Marcel Gustav Baumann-Bodenheim | |
---|---|
Born | January 26, 1920 |
Died | February 18, 1996 | (aged 76)
Citizenship | Switzerland |
Known for | Botanist in New Caledonia |
Marcel Gustav Baumann-Bodenheim (January 26, 1920 – February 18, 1996) was a Swiss botanist.[1] His botanical author abbreviation is "Baum.-Bod."[2]
Baumann-Bodenheim was born January 26, 1920 in Baden in Germany the moved to Wettingen in Switzerland as a child and where he started studied to become a teacher.[3] He then attended the University of Zurich from 1940 until 1945 where he studied biology and obtained his doctorate in botany.[3]

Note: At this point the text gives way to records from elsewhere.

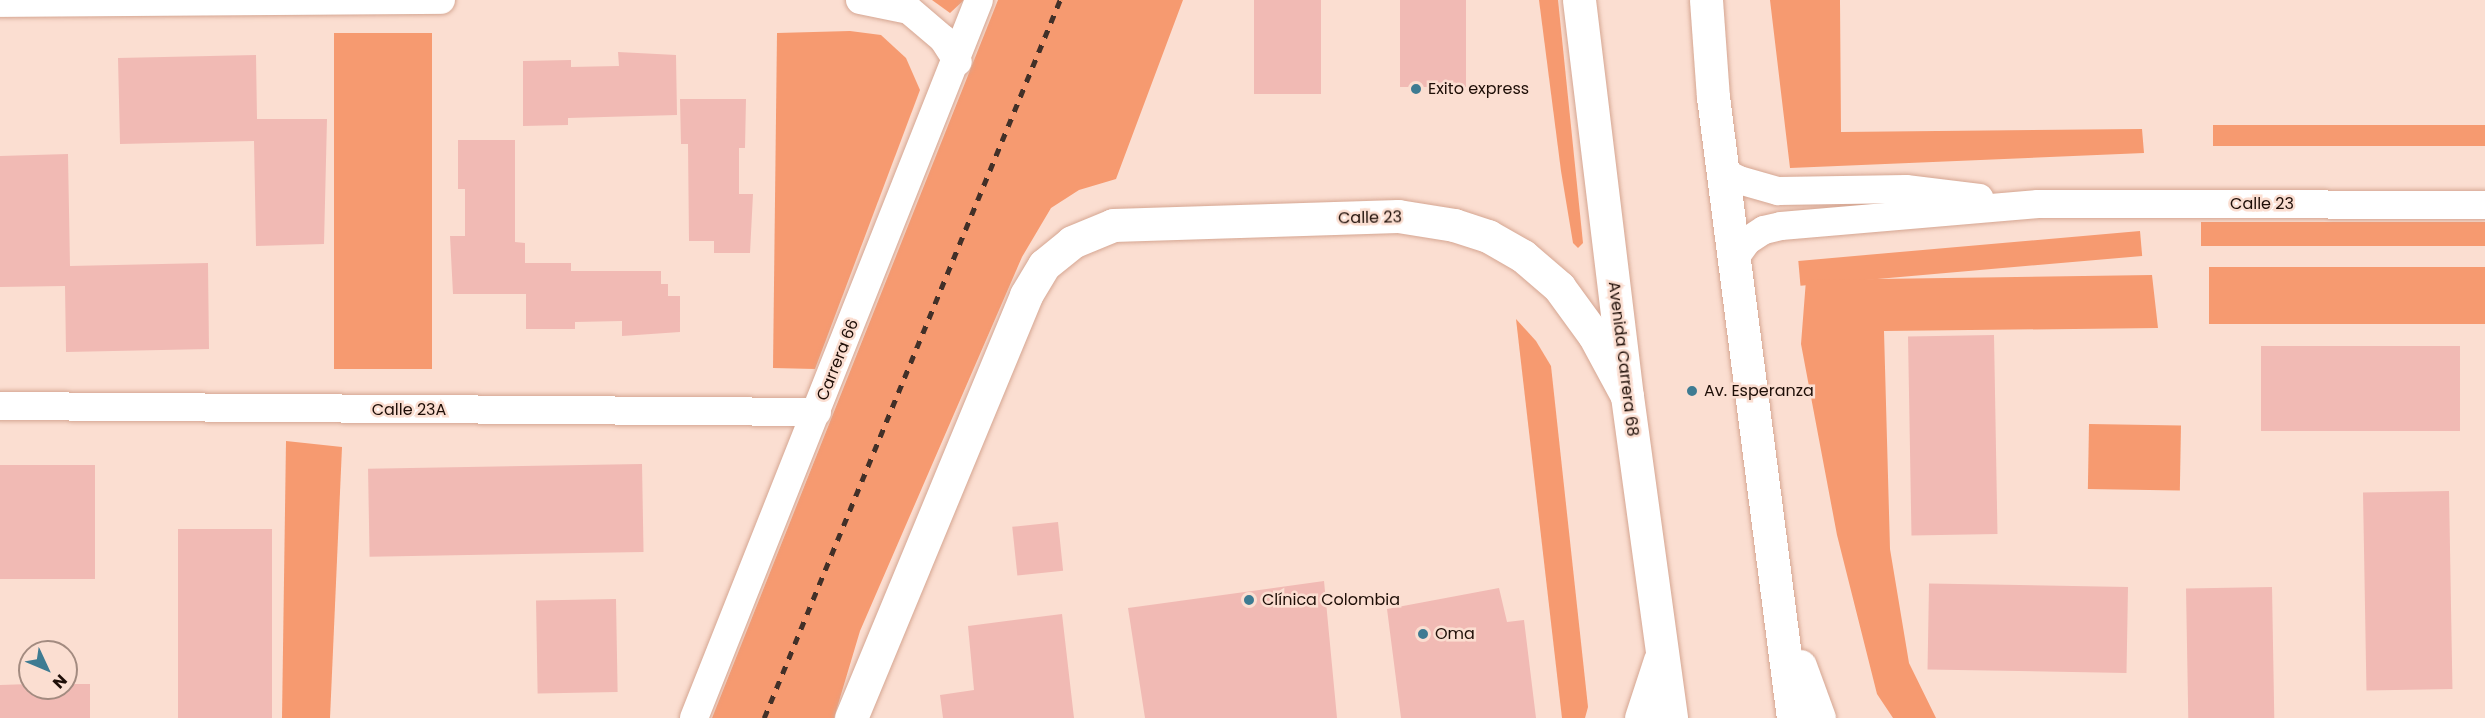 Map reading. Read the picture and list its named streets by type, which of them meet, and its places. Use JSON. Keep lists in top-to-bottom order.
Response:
{
  "streets": {
    "main road": ["Calle 23", "Avenida Carrera 68"],
    "street": ["Carrera 66", "Calle 23A"]
  },
  "crossings": [
    ["Calle 23", "Avenida Carrera 68"],
    ["Carrera 66", "Calle 23A"]
  ],
  "places": [
    "Exito express",
    "Av. Esperanza",
    "Clínica Colombia",
    "Oma"
  ],
  "north": "bottom right"
}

He started his career in 1946 when he obtained a post as an exchange assistant at the National Herbarium of the Netherlands where he also met his wife to be.[4]
He travelled with his family to New Caledonia an archipelago in the Pacific Ocean from 1950 until 1952 for a research expedition.[3] He collected 80,000 specimens with around 15,500 herbarium specimens.[3] The collection took many more years to process than to collect with many new genera and species being described.[3] By 1988 he had complete the management of the collection and started working on producing the planted 24 volumes of Systematik der Flora von Neu-Caledonien.[3] His collection was large enough that is has been distributed to the herbariums of over 15 university's world wide.[3] He discovered five species of Nothofagus which filled in a gap in the know distribution between New Zealand and New Guinea.[4] He later took up teaching biology at a secondary school in Zurich but continued to work on the flora of New Caledonia in his personal time.[4]
He succumbed to Parkinson's disease and was forced to retire early and was bedbound for the last eight years of his life until his death February 18, 1996.[3] He died at his home in Herrliberg.[4] By his death he had completed 9 of his 24 planed volumes of Systematik der Flora von Neu-Caledonien.[4]